Houve confusão em torno do Acordo Ortográfico da Unificação da Língua Portuguesa.
Enquanto os meios intelectuais, no Brasil, aceitaram bem a reforma, em Portugal há uma grande reação. Um abaixo-assinado de 100 mil pessoas pediu a revisão do assunto.
Alguns escritores chamam a decisão de "bizarrice" e acusam o texto do Acordo de "inúmeras contradições e até mesmo equívocos", o que não representa nenhuma tragédia, pois a correção poderá ser feita até 2012.
Se o português for unificado, como acontece com o francês e o inglês, certamente ganhará pontos a tese da sua presença como língua oficial nos organismos da ONU -o que hoje é impossível dadas as diferenças de grafia nas oito nações lusófonas (aí já incluído o Timor Leste).
Em 1911, quando se pensou pela primeira vez no assunto, escreveu-se muito a respeito, mas a decisão foi unilateral: fez-se o que foi determinado pelo governo português. Ninguém "deu bola" para a posição brasileira, então uma nação bastante atrasada e com altíssimo índice de analfabetos.
Hoje, temos um grande peso específico na matéria, pois somos 190 milhões de falantes, quase 20 vezes a soma de todos os demais países da comunidade de língua portuguesa.
Parece, no entanto, impossível o entendimento. Demonstramos uma grande boa vontade, não ocorrendo o mesmo por parte dos parceiros.
Dirigentes de Angola concordam com tudo, desde que palavras como quitanda sejam escritas com k, como acontece naquele país africano.
Portugal não abre mão do António, como se pronuncia a palavra em seu território -e aí se estabelece a confusão, apesar de haver um acordo de cavalheiros para que não se altere a fonética, o que é bastante inteligente.
O Ministério da Educação avaliará os livros didáticos, no próximo ano, somente se estiverem de acordo com a "nova ortografia". Seriam comprados para distribuição gratuita em 2011. A Academia Brasileira de Letras lançou o seu primeiro Dicionário Escolar, com 30 mil verbetes. Está naquela situação bem retratada pela "cantora" Maria Joaquina Dobradiça da Porta Baixa, na música interpretada pelo humorista Castro Barbosa, na famosa PRK-30 (Rádio Nacional): "Ah, eu tenho dois amores -um aqui, outro acolá. O de cá pede que eu fique; o de lá pede que eu vá. Não sei se vou ou se fico". A Casa de Machado de Assis prepara a nova versão do Vocabulário Ortográfico, com todos os seus mais de 360 mil verbetes.
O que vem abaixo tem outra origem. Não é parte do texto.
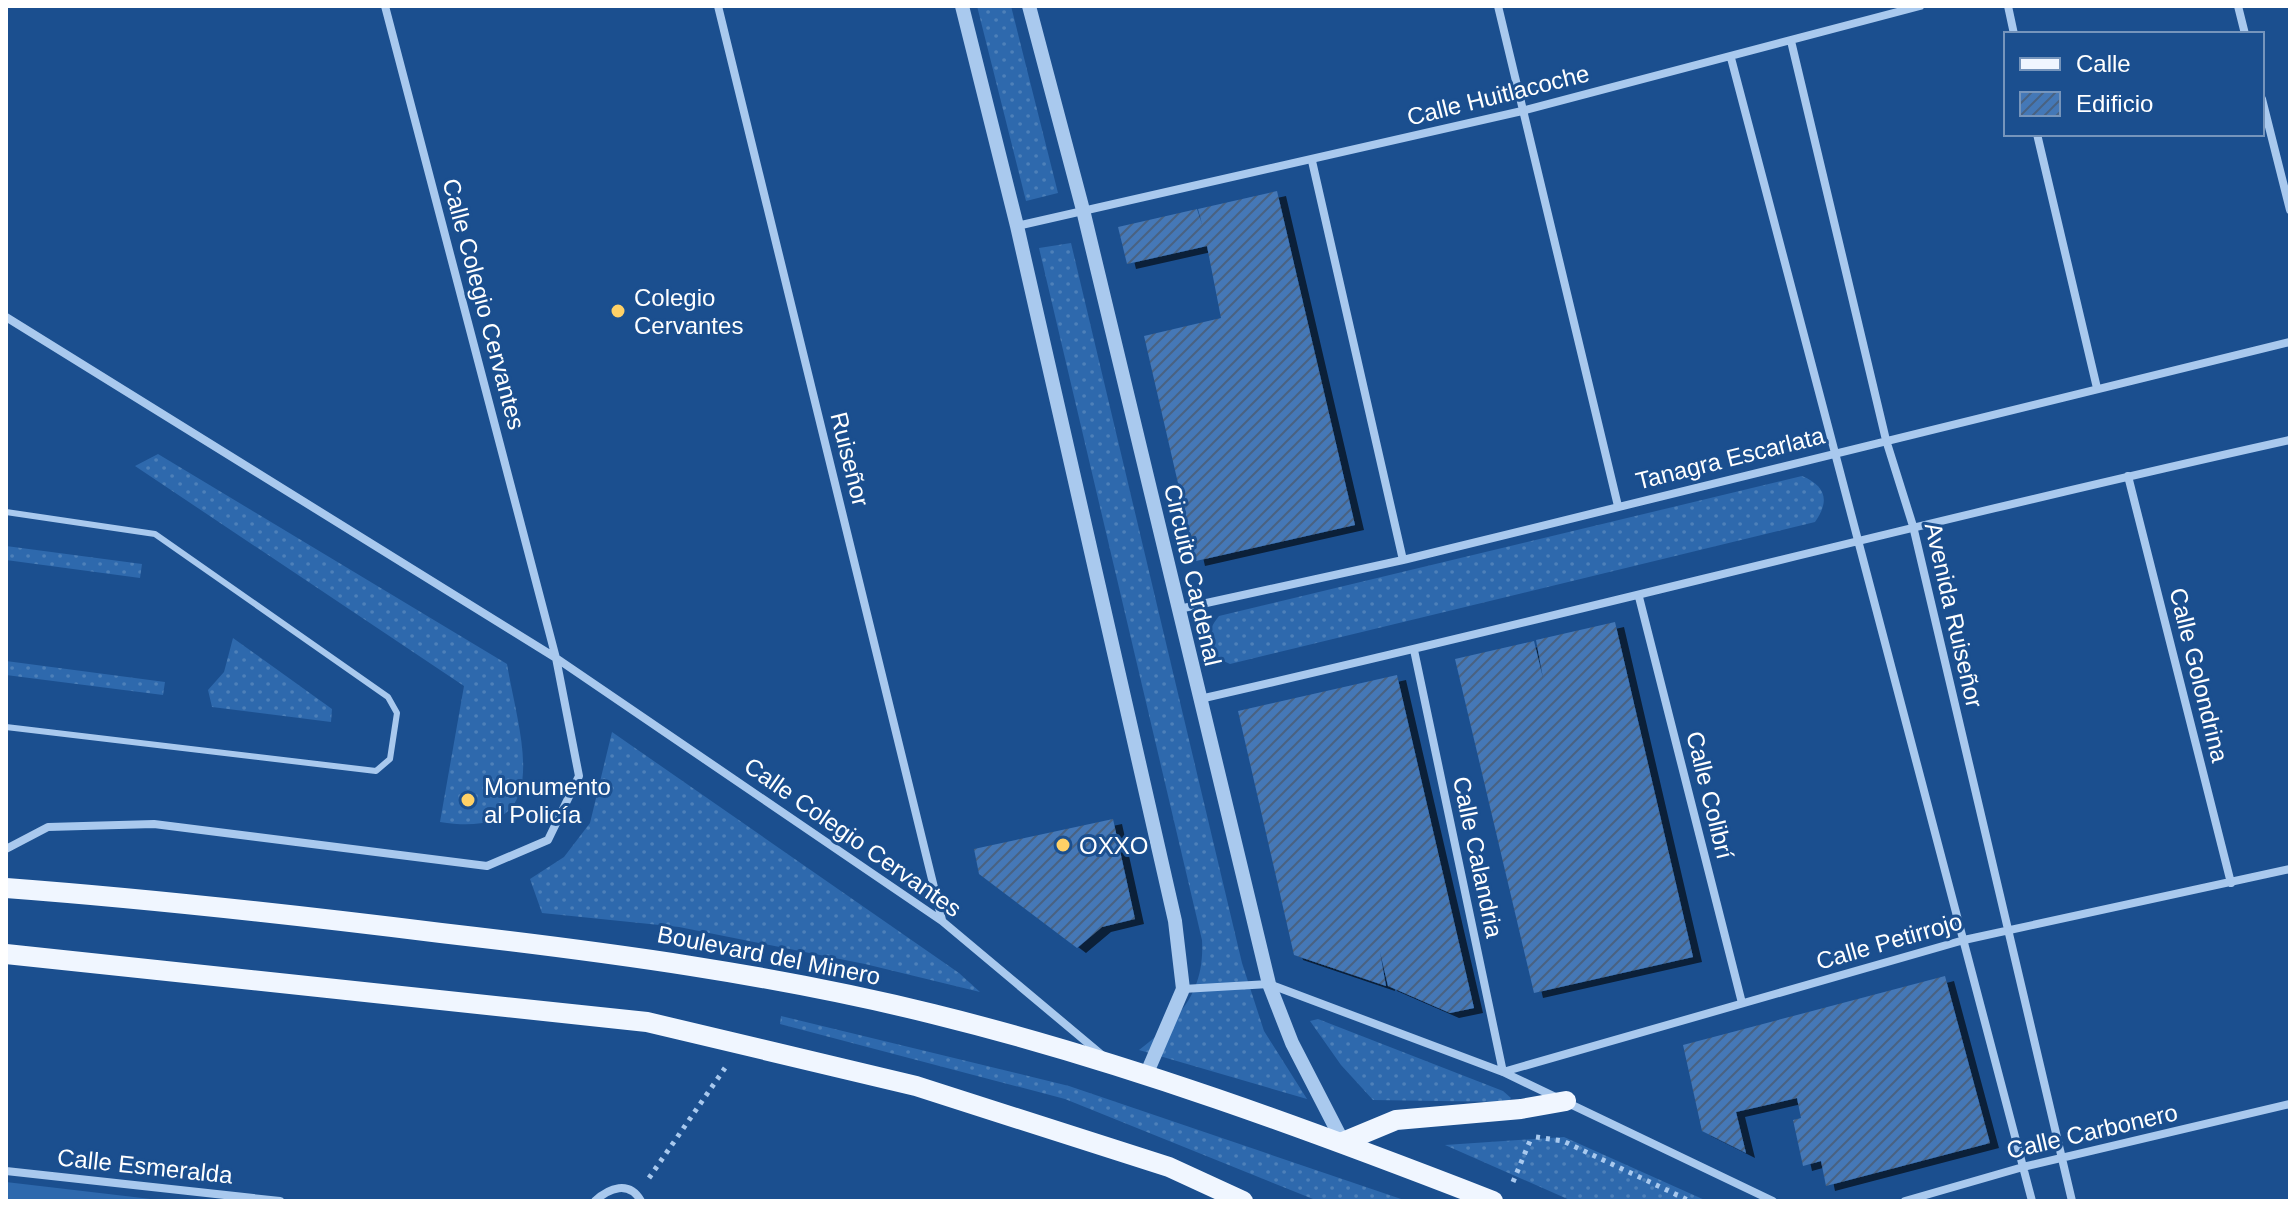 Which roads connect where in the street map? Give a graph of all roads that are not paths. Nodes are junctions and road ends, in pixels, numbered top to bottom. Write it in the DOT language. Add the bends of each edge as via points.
graph roads {
  1 [pos="385,6"];
  2 [pos="718,6"];
  3 [pos="962,6"];
  4 [pos="1029,6"];
  5 [pos="1498,6"];
  6 [pos="1920,6"];
  7 [pos="2008,6"];
  8 [pos="2238,6"];
  9 [pos="2014,32"];
  10 [pos="2244,32"];
  11 [pos="1791,41"];
  12 [pos="1731,58"];
  13 [pos="2264,107"];
  14 [pos="1522,111"];
  15 [pos="2037,136"];
  16 [pos="1312,161"];
  17 [pos="1083,210"];
  18 [pos="2290,210"];
  19 [pos="1017,226"];
  20 [pos="6,317"];
  21 [pos="2290,342"];
  22 [pos="2097,388"];
  23 [pos="1886,440"];
  24 [pos="2290,440"];
  25 [pos="1836,454"];
  26 [pos="2128,476"];
  27 [pos="1618,506"];
  28 [pos="6,512"];
  29 [pos="1913,526"];
  30 [pos="1859,541"];
  31 [pos="1403,560"];
  32 [pos="1639,597"];
  33 [pos="1178,609"];
  34 [pos="1414,650"];
  35 [pos="556,658"];
  36 [pos="1200,699"];
  37 [pos="6,727"];
  38 [pos="6,849"];
  39 [pos="2290,869"];
  40 [pos="2231,883"];
  41 [pos="6,888"];
  42 [pos="942,921"];
  43 [pos="2007,931"];
  44 [pos="1964,940"];
  45 [pos="6,954"];
  46 [pos="1269,984"];
  47 [pos="1183,989"];
  48 [pos="1742,1003"];
  49 [pos="1115,1066"];
  50 [pos="1503,1072"];
  51 [pos="1146,1075"];
  52 [pos="1566,1101"];
  53 [pos="2290,1104"];
  54 [pos="1343,1142"];
  55 [pos="2062,1158"];
  56 [pos="2023,1167"];
  57 [pos="6,1171"];
  58 [pos="1501,1197"];
  59 [pos="640,1198"];
  60 [pos="278,1201"];
  61 [pos="595,1201"];
  62 [pos="1243,1201"];
  63 [pos="1773,1201"];
  64 [pos="1905,1201"];
  65 [pos="2032,1201"];
  66 [pos="2072,1201"];
  1 -- 35 [label="street, Calle Colegio Cervantes"];
  2 -- 42 [label="street, Ruiseñor"];
  3 -- 19 [label="street"];
  4 -- 17 [label="street, Circuito Cardenal"];
  5 -- 14 [label="street"];
  6 -- 11 [label="street, Calle Huitlacoche"];
  7 -- 9 [label="street"];
  8 -- 10 [label="street"];
  11 -- 12 [label="street, Calle Huitlacoche"];
  11 -- 23 [label="street, Avenida Ruiseñor"];
  12 -- 14 [label="street, Calle Huitlacoche"];
  12 -- 25 [label="street"];
  13 -- 18 [label="street"];
  14 -- 16 [label="street, Calle Huitlacoche"];
  14 -- 27 [label="street"];
  15 -- 22 [label="street"];
  16 -- 17 [label="street, Calle Huitlacoche"];
  16 -- 31 [label="street"];
  17 -- 19 [label="street, Calle Huitlacoche"];
  17 -- 33 [label="street, Circuito Cardenal"];
  19 -- 47 [label="street" via="1175,921"];
  20 -- 35 [label="street, Calle Colegio Cervantes"];
  21 -- 22 [label="street, Tanagra Escarlata"];
  22 -- 23 [label="street, Tanagra Escarlata"];
  23 -- 25 [label="street, Tanagra Escarlata"];
  23 -- 29 [label="street, Avenida Ruiseñor"];
  24 -- 26 [label="street"];
  25 -- 27 [label="street, Tanagra Escarlata"];
  25 -- 30 [label="street"];
  26 -- 29 [label="street"];
  26 -- 40 [label="street, Calle Golondrina"];
  27 -- 31 [label="street, Tanagra Escarlata"];
  28 -- 37 [label="lane" via="155,534 388,697 397,713 390,759 376,771"];
  29 -- 30 [label="street"];
  29 -- 43 [label="street, Avenida Ruiseñor"];
  30 -- 32 [label="street"];
  30 -- 44 [label="street"];
  31 -- 33 [label="street, Tanagra Escarlata"];
  32 -- 34 [label="street"];
  32 -- 48 [label="street, Calle Colibrí"];
  33 -- 36 [label="street, Circuito Cardenal"];
  34 -- 36 [label="street"];
  34 -- 50 [label="street, Calle Calandria"];
  35 -- 38 [label="street" via="579,776 548,840 487,866 154,824 48,827"];
  35 -- 42 [label="street, Calle Colegio Cervantes"];
  36 -- 46 [label="street, Circuito Cardenal"];
  39 -- 40 [label="street, Calle Petirrojo"];
  40 -- 43 [label="street, Calle Petirrojo"];
  41 -- 49 [label="main road, Boulevard del Minero" via="170,900 651,958 932,1014"];
  42 -- 49 [label="street, Calle Colegio Cervantes"];
  43 -- 44 [label="street, Calle Petirrojo"];
  43 -- 55 [label="street, Avenida Ruiseñor"];
  44 -- 48 [label="street, Calle Petirrojo"];
  44 -- 56 [label="street"];
  45 -- 62 [label="main road" via="647,1022 916,1086 1169,1167"];
  46 -- 47 [label="street"];
  46 -- 50 [label="street"];
  46 -- 54 [label="street, Circuito Cardenal" via="1292,1043"];
  47 -- 51 [label="street"];
  48 -- 50 [label="street, Calle Petirrojo"];
  49 -- 51 [label="main road, Boulevard del Minero"];
  50 -- 52 [label="street"];
  51 -- 54 [label="main road, Boulevard del Minero"];
  52 -- 54 [label="main road" via="1396,1120"];
  52 -- 63 [label="street"];
  53 -- 55 [label="street, Calle Carbonero"];
  54 -- 58 [label="main road, Boulevard del Minero"];
  55 -- 56 [label="street, Calle Carbonero"];
  55 -- 66 [label="street, Avenida Ruiseñor"];
  56 -- 64 [label="street, Calle Carbonero"];
  56 -- 65 [label="street"];
  57 -- 60 [label="street, Calle Esmeralda"];
  59 -- 61 [label="street" via="625,1188 609,1189"];
}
Temos a solidariedade completa de Cabo Verde e São Tomé e Príncipe.
O que dói um pouco, nisso tudo, é a posição de alguns escritores de Lisboa. Escrevem contra o Acordo e contra o Brasil, acusando-nos de tentativa de neocolonialismo. Seguramente, esse não é o melhor caminho para que venha o entendimento desejado.
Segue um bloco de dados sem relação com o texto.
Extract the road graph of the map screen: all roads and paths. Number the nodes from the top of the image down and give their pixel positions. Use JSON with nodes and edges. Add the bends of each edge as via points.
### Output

Em meio a essa tormenta transatlântica, tem havido muita troca de informações e até visitas por parte da Academia Brasileira de Letras e da Academia das Ciências de Lisboa.
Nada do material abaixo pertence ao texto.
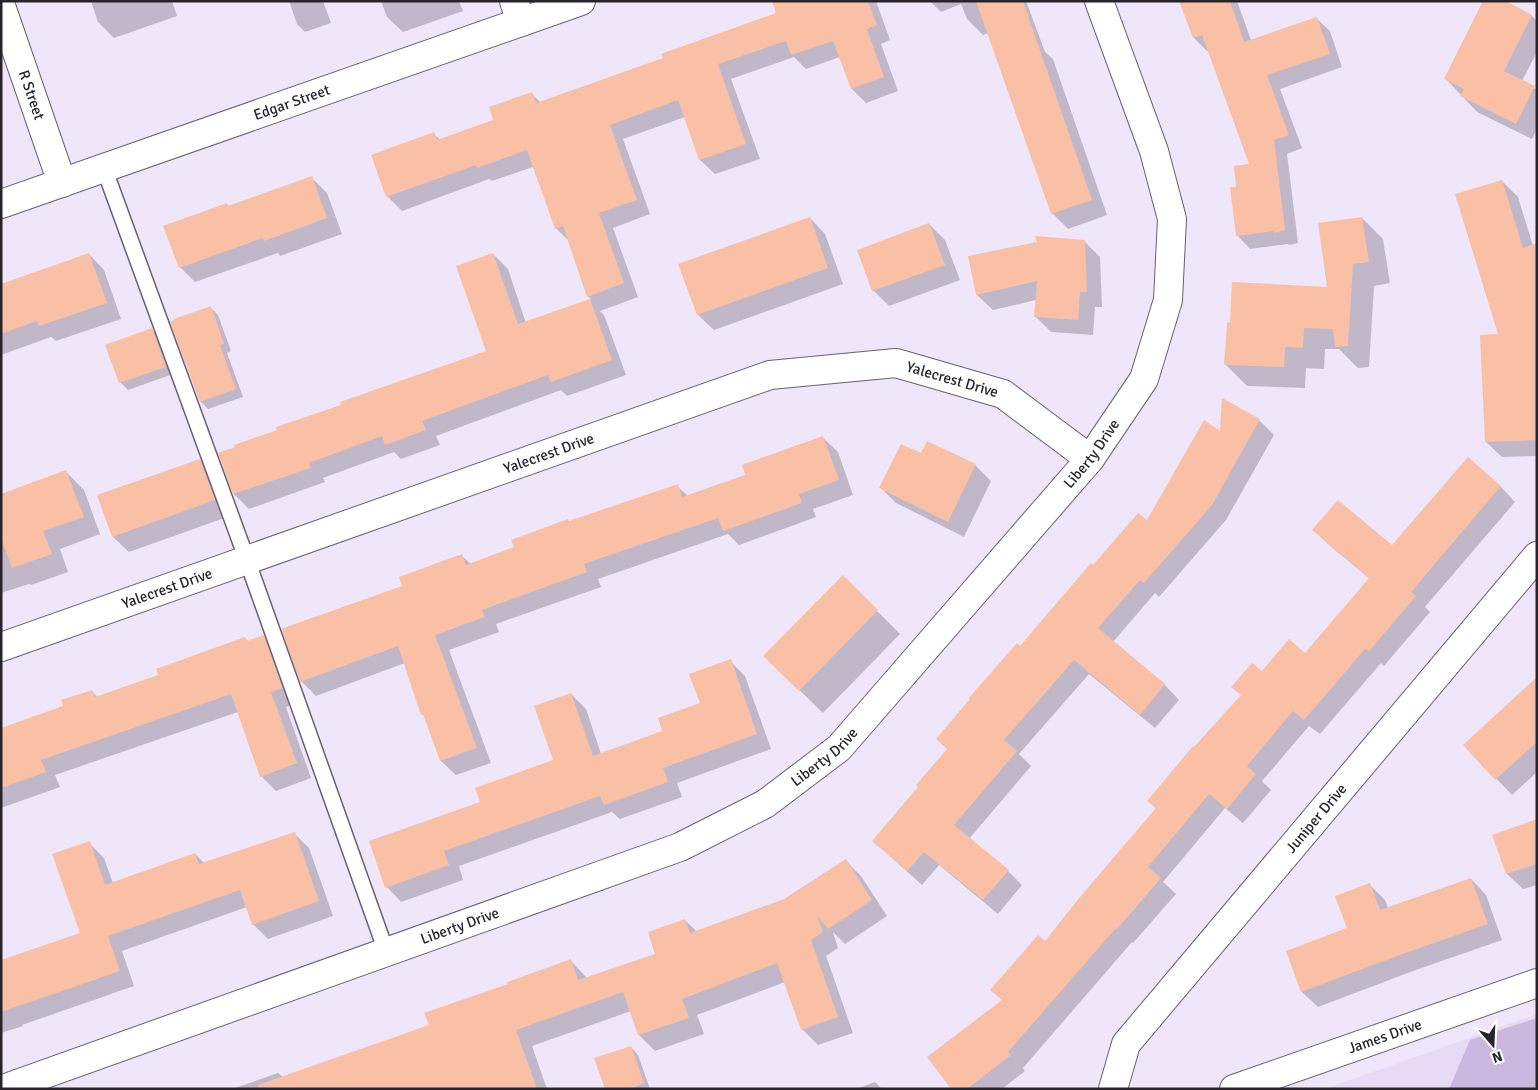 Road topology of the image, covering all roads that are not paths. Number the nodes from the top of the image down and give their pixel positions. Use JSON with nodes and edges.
{"nodes":[{"id":1,"x":581,"y":1,"type":"edge"},
{"id":2,"x":1099,"y":1,"type":"edge"},
{"id":3,"x":1,"y":6,"type":"edge"},
{"id":4,"x":518,"y":12,"type":"edge"},
{"id":5,"x":104,"y":168,"type":"junction"},
{"id":6,"x":62,"y":183,"type":"junction"},
{"id":7,"x":1,"y":204,"type":"edge"},
{"id":8,"x":1090,"y":459,"type":"junction"},
{"id":9,"x":1537,"y":556,"type":"edge"},
{"id":10,"x":247,"y":560,"type":"junction"},
{"id":11,"x":1,"y":646,"type":"edge"},
{"id":12,"x":386,"y":951,"type":"junction"},
{"id":13,"x":1537,"y":983,"type":"edge"},
{"id":14,"x":3,"y":1089,"type":"edge"},
{"id":15,"x":1113,"y":1089,"type":"edge"},
{"id":16,"x":1234,"y":1089,"type":"edge"}],
"edges":[{"from":1,"to":4,"type":"street","name":"Edgar Street"},
{"from":2,"to":8,"type":"street","name":"Liberty Drive"},
{"from":3,"to":6,"type":"street","name":"R Street"},
{"from":4,"to":5,"type":"street","name":"Edgar Street"},
{"from":5,"to":6,"type":"street","name":"Edgar Street"},
{"from":5,"to":10,"type":"lane"},
{"from":6,"to":7,"type":"street","name":"Edgar Street"},
{"from":8,"to":10,"type":"street","name":"Yalecrest Drive"},
{"from":8,"to":12,"type":"street","name":"Liberty Drive"},
{"from":9,"to":15,"type":"street","name":"Juniper Drive"},
{"from":10,"to":11,"type":"street","name":"Yalecrest Drive"},
{"from":10,"to":12,"type":"lane"},
{"from":12,"to":14,"type":"street","name":"Liberty Drive"},
{"from":13,"to":16,"type":"street","name":"James Drive"}]} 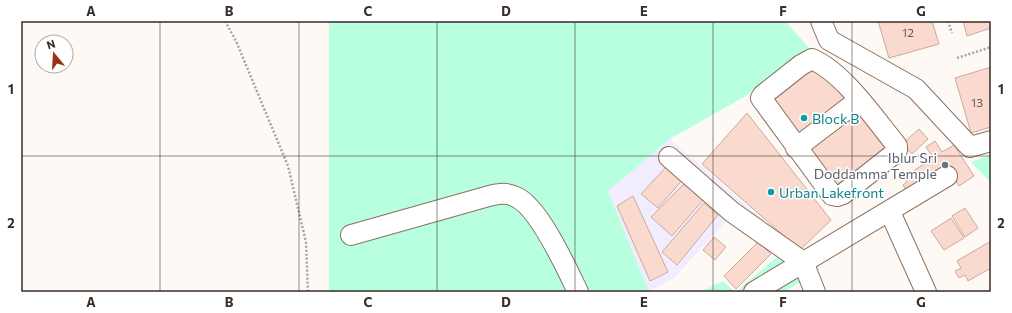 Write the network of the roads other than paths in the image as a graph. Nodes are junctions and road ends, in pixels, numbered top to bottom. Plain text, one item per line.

Os de lá veem, os de cá vão, como tem ocorrido com os imortais Evanildo Bechara, Moacyr Scliar, Domício Proença, Antonio Carlos Secchin e Ivan Junqueira. Sem nenhuma pretensão de arrogância ou predomínio, pois isso é coisa do passado.
Enquanto aqui o Ministério da Educação, para cumprir decreto do presidente Lula, marcou prazo para as alterações nos livros didáticos, em Portugal há um eloquente silêncio quanto às novas regras gramaticais.
O escritor Vasco Graça Moura condena o Acordo, considerando que para os brasileiros é mais fácil a sua implementação. Já para o filólogo João Malaca Casteleiro, que foi companheiro de Antonio Houaiss nas discussões iniciais do projeto de unificação, "o ideal teria sido que todos os países lusófonos implantassem as mudanças simultaneamente, o que infelizmente não está acontecendo".
Os meios culturais de Portugal estimulam uma "guerra de palavras". Só três jornais, dos mais importantes, adotam os novos procedimentos. A explicação é até curiosa: nosso público, dizem eles, não aceitaria de bom grado se aparecesse a palavra exceção sem o p ou espetacular sem o c. "Isso retira qualidade estética às palavras", afirmou um especialista, num evidente exagero. Há um fato positivo, nisso tudo: intelectuais como o acadêmico António Valdemar, que é presidente da Academia Nacional de Belas Artes de Lisboa, são francamente favoráveis à imediata implantação do Acordo Ortográfico. Segundo ele, que também é da Academia das Ciências, "quanto mais rápido isso acontecer, melhor será para o destino comum dos povos que têm o privilégio de utilizar a mesma língua de Camões, Fernando Pessoa e Euclides da Cunha".